*Task directions*
Copy the listing exactly, please, and keep every picture out of it.

Available records: Begin

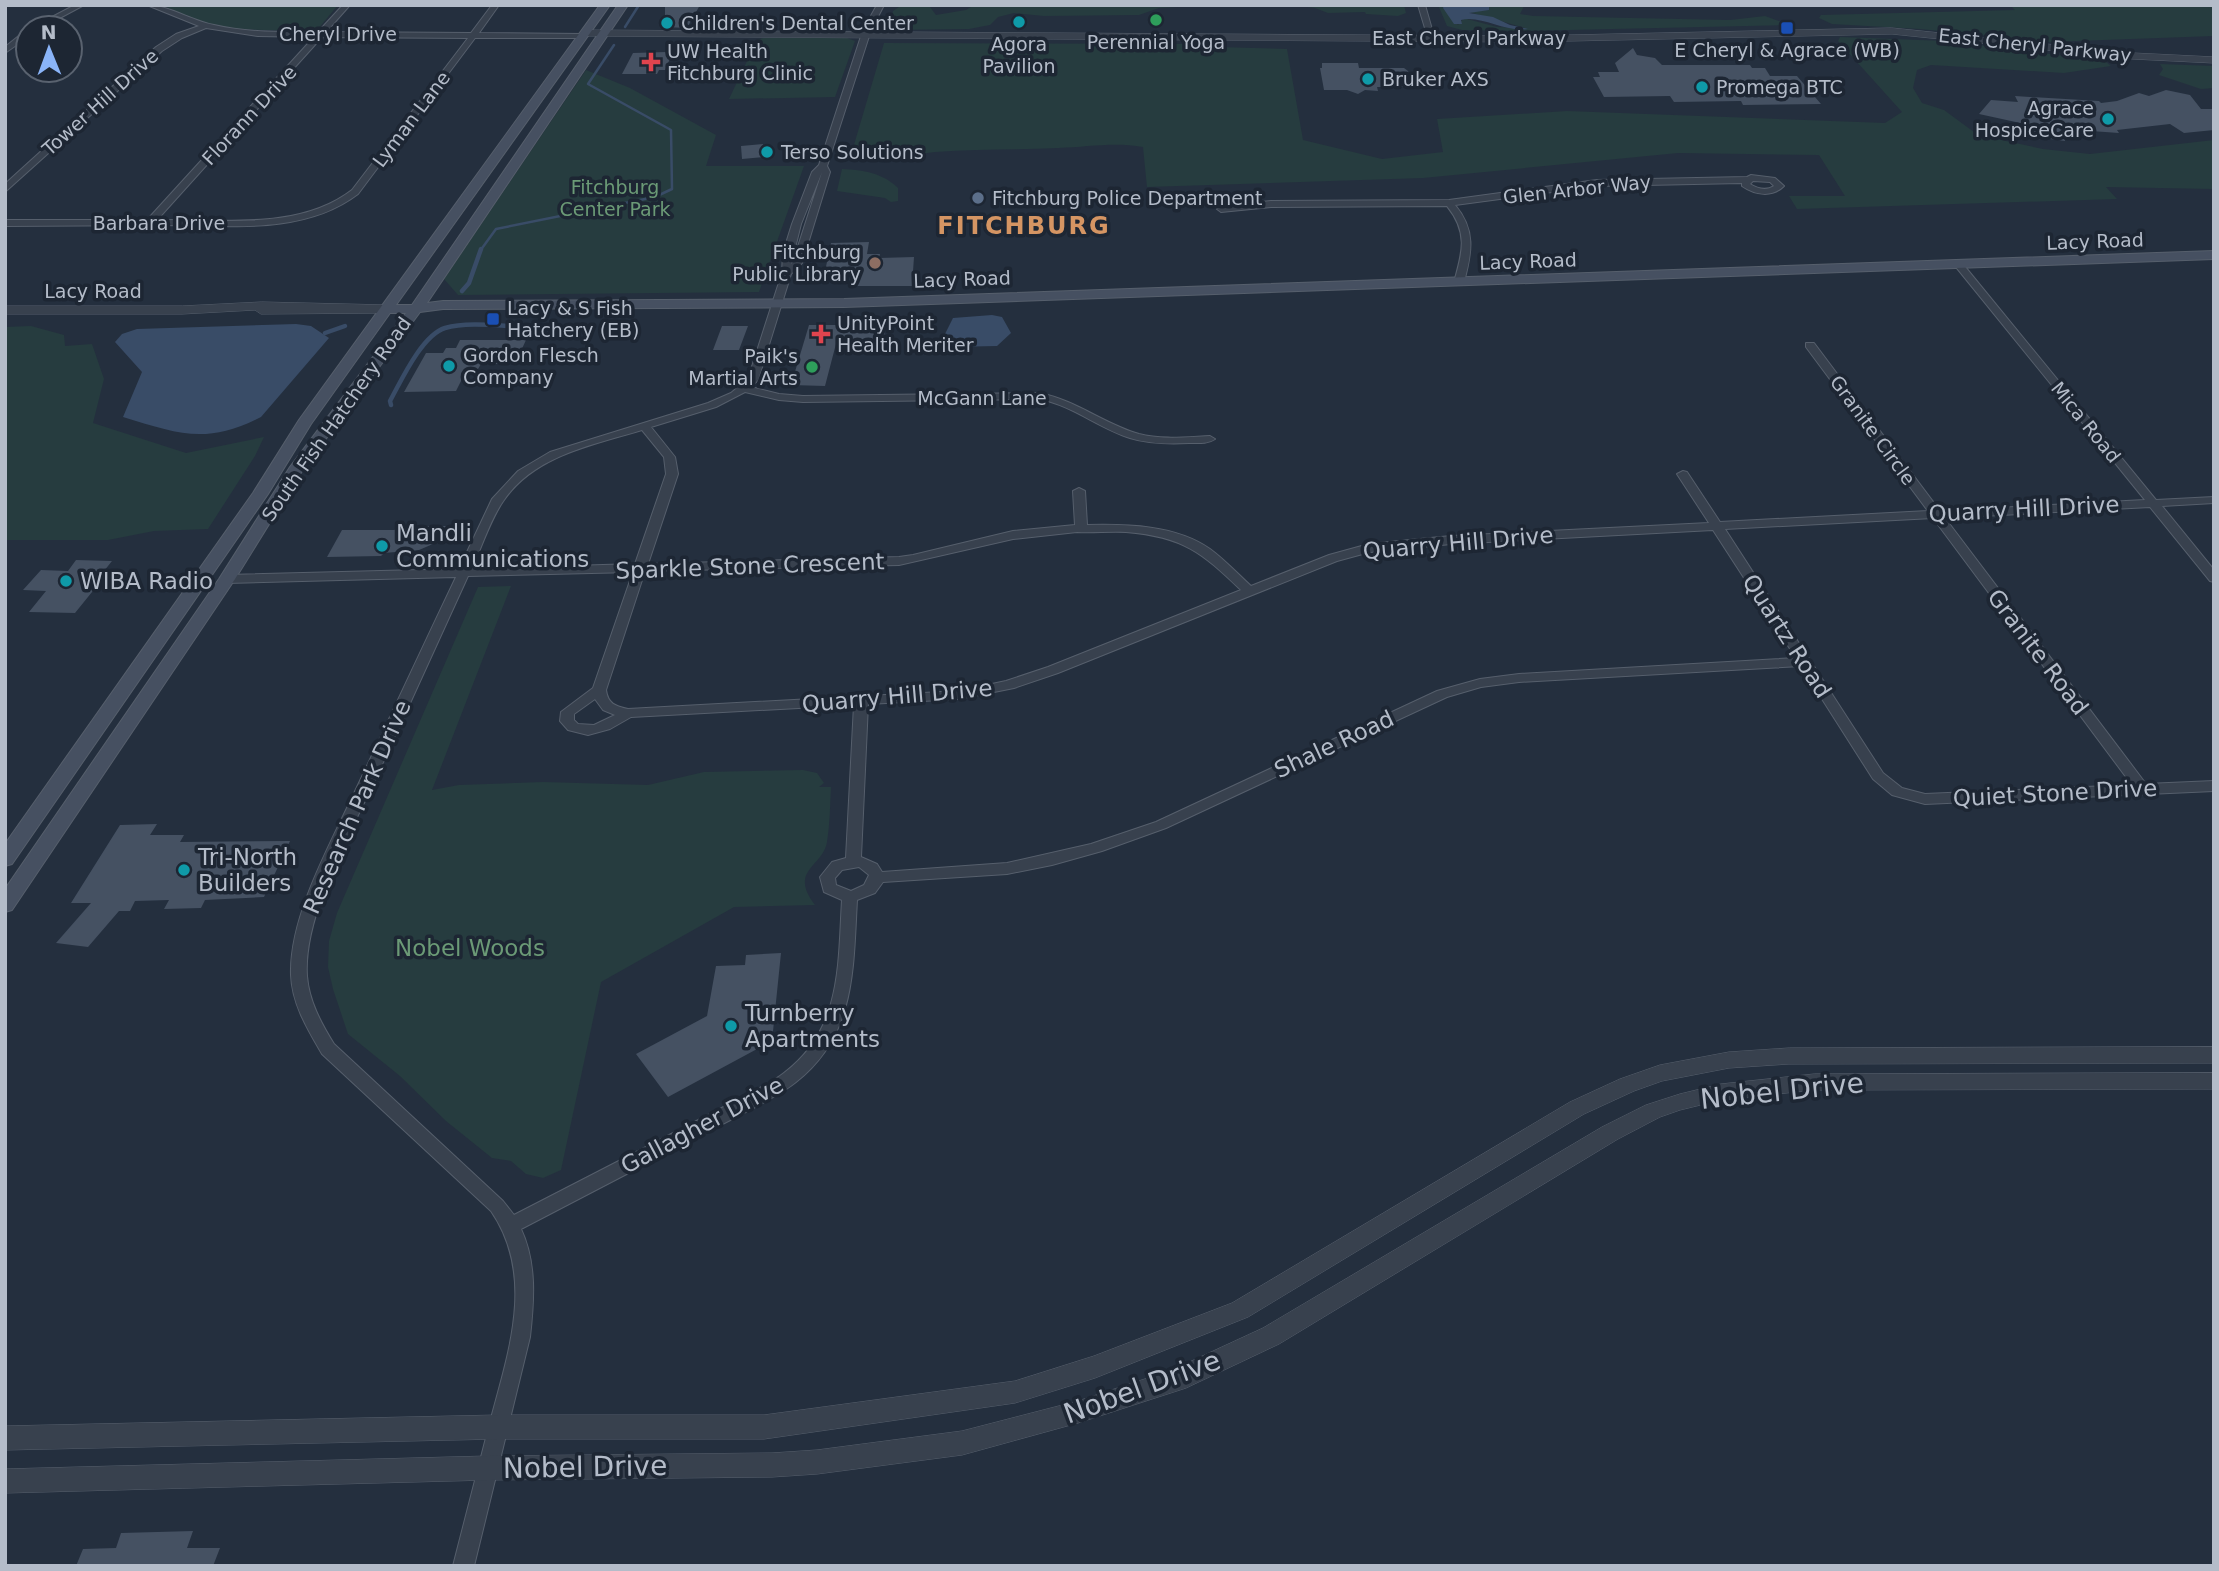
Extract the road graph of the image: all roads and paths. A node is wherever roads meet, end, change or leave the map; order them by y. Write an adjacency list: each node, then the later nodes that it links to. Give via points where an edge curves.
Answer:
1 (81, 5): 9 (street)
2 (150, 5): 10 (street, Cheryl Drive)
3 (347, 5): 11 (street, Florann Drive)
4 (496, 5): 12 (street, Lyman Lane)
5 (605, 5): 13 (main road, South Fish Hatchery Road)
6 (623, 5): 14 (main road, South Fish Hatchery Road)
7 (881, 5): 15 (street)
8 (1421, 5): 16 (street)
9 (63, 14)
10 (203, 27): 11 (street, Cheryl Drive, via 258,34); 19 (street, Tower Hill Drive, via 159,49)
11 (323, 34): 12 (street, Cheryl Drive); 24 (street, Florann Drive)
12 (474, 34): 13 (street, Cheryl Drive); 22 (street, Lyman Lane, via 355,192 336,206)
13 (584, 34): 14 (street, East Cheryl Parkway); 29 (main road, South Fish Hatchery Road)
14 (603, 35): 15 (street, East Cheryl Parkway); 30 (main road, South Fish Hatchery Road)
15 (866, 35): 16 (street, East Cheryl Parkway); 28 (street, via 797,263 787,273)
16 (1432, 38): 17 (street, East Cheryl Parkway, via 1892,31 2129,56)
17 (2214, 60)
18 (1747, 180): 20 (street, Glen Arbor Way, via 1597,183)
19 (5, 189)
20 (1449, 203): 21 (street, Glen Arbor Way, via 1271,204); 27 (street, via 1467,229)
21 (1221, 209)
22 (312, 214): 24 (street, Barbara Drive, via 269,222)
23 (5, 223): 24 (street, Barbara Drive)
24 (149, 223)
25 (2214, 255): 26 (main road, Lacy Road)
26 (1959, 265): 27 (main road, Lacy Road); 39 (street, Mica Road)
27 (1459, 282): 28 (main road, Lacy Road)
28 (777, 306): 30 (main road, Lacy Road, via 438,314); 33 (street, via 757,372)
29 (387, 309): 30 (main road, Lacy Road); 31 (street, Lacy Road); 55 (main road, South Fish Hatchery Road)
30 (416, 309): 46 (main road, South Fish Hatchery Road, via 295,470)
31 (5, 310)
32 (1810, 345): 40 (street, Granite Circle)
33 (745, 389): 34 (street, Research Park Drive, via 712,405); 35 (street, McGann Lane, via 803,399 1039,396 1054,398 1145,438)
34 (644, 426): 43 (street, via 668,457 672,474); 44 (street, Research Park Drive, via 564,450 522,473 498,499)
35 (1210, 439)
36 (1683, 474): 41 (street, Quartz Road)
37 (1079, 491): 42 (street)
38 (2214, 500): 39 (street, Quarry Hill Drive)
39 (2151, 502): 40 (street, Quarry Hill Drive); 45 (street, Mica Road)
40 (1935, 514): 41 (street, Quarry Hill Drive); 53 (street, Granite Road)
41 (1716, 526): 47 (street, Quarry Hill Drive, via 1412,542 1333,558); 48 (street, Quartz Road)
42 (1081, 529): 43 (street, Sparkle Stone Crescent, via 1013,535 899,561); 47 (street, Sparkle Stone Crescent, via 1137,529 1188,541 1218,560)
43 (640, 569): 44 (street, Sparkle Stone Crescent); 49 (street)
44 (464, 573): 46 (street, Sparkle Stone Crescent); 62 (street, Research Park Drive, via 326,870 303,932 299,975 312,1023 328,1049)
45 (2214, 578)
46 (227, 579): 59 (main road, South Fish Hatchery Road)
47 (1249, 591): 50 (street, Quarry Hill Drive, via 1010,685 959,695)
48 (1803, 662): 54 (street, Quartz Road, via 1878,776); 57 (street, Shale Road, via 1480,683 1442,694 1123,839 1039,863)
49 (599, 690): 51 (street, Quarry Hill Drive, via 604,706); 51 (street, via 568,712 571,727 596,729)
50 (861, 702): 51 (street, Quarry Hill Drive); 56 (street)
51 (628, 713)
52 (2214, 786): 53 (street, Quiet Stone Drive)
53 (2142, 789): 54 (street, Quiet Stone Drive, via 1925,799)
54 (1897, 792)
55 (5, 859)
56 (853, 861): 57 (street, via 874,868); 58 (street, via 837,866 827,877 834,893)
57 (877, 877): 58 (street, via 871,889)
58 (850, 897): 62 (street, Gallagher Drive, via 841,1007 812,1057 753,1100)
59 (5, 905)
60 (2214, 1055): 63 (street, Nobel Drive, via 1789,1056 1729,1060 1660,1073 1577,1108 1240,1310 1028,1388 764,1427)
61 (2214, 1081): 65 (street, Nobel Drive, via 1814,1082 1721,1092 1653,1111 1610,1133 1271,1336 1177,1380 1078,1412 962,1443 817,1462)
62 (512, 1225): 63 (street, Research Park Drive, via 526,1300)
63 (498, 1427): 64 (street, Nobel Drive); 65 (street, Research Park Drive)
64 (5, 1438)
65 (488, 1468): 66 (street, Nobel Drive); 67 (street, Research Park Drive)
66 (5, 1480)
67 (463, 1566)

Available records: End

*Written response*
Extract the road graph of the image: all roads and paths. A node is wherever roads meet, end, change or leave the map; order them by y. Write an adjacency list: each node, then the later nodes that it links to. Give via points where an edge curves.
Answer:
1 (81, 5): 9 (street)
2 (150, 5): 10 (street, Cheryl Drive)
3 (347, 5): 11 (street, Florann Drive)
4 (496, 5): 12 (street, Lyman Lane)
5 (605, 5): 13 (main road, South Fish Hatchery Road)
6 (623, 5): 14 (main road, South Fish Hatchery Road)
7 (881, 5): 15 (street)
8 (1421, 5): 16 (street)
9 (63, 14)
10 (203, 27): 11 (street, Cheryl Drive, via 258,34); 19 (street, Tower Hill Drive, via 159,49)
11 (323, 34): 12 (street, Cheryl Drive); 24 (street, Florann Drive)
12 (474, 34): 13 (street, Cheryl Drive); 22 (street, Lyman Lane, via 355,192 336,206)
13 (584, 34): 14 (street, East Cheryl Parkway); 29 (main road, South Fish Hatchery Road)
14 (603, 35): 15 (street, East Cheryl Parkway); 30 (main road, South Fish Hatchery Road)
15 (866, 35): 16 (street, East Cheryl Parkway); 28 (street, via 797,263 787,273)
16 (1432, 38): 17 (street, East Cheryl Parkway, via 1892,31 2129,56)
17 (2214, 60)
18 (1747, 180): 20 (street, Glen Arbor Way, via 1597,183)
19 (5, 189)
20 (1449, 203): 21 (street, Glen Arbor Way, via 1271,204); 27 (street, via 1467,229)
21 (1221, 209)
22 (312, 214): 24 (street, Barbara Drive, via 269,222)
23 (5, 223): 24 (street, Barbara Drive)
24 (149, 223)
25 (2214, 255): 26 (main road, Lacy Road)
26 (1959, 265): 27 (main road, Lacy Road); 39 (street, Mica Road)
27 (1459, 282): 28 (main road, Lacy Road)
28 (777, 306): 30 (main road, Lacy Road, via 438,314); 33 (street, via 757,372)
29 (387, 309): 30 (main road, Lacy Road); 31 (street, Lacy Road); 55 (main road, South Fish Hatchery Road)
30 (416, 309): 46 (main road, South Fish Hatchery Road, via 295,470)
31 (5, 310)
32 (1810, 345): 40 (street, Granite Circle)
33 (745, 389): 34 (street, Research Park Drive, via 712,405); 35 (street, McGann Lane, via 803,399 1039,396 1054,398 1145,438)
34 (644, 426): 43 (street, via 668,457 672,474); 44 (street, Research Park Drive, via 564,450 522,473 498,499)
35 (1210, 439)
36 (1683, 474): 41 (street, Quartz Road)
37 (1079, 491): 42 (street)
38 (2214, 500): 39 (street, Quarry Hill Drive)
39 (2151, 502): 40 (street, Quarry Hill Drive); 45 (street, Mica Road)
40 (1935, 514): 41 (street, Quarry Hill Drive); 53 (street, Granite Road)
41 (1716, 526): 47 (street, Quarry Hill Drive, via 1412,542 1333,558); 48 (street, Quartz Road)
42 (1081, 529): 43 (street, Sparkle Stone Crescent, via 1013,535 899,561); 47 (street, Sparkle Stone Crescent, via 1137,529 1188,541 1218,560)
43 (640, 569): 44 (street, Sparkle Stone Crescent); 49 (street)
44 (464, 573): 46 (street, Sparkle Stone Crescent); 62 (street, Research Park Drive, via 326,870 303,932 299,975 312,1023 328,1049)
45 (2214, 578)
46 (227, 579): 59 (main road, South Fish Hatchery Road)
47 (1249, 591): 50 (street, Quarry Hill Drive, via 1010,685 959,695)
48 (1803, 662): 54 (street, Quartz Road, via 1878,776); 57 (street, Shale Road, via 1480,683 1442,694 1123,839 1039,863)
49 (599, 690): 51 (street, Quarry Hill Drive, via 604,706); 51 (street, via 568,712 571,727 596,729)
50 (861, 702): 51 (street, Quarry Hill Drive); 56 (street)
51 (628, 713)
52 (2214, 786): 53 (street, Quiet Stone Drive)
53 (2142, 789): 54 (street, Quiet Stone Drive, via 1925,799)
54 (1897, 792)
55 (5, 859)
56 (853, 861): 57 (street, via 874,868); 58 (street, via 837,866 827,877 834,893)
57 (877, 877): 58 (street, via 871,889)
58 (850, 897): 62 (street, Gallagher Drive, via 841,1007 812,1057 753,1100)
59 (5, 905)
60 (2214, 1055): 63 (street, Nobel Drive, via 1789,1056 1729,1060 1660,1073 1577,1108 1240,1310 1028,1388 764,1427)
61 (2214, 1081): 65 (street, Nobel Drive, via 1814,1082 1721,1092 1653,1111 1610,1133 1271,1336 1177,1380 1078,1412 962,1443 817,1462)
62 (512, 1225): 63 (street, Research Park Drive, via 526,1300)
63 (498, 1427): 64 (street, Nobel Drive); 65 (street, Research Park Drive)
64 (5, 1438)
65 (488, 1468): 66 (street, Nobel Drive); 67 (street, Research Park Drive)
66 (5, 1480)
67 (463, 1566)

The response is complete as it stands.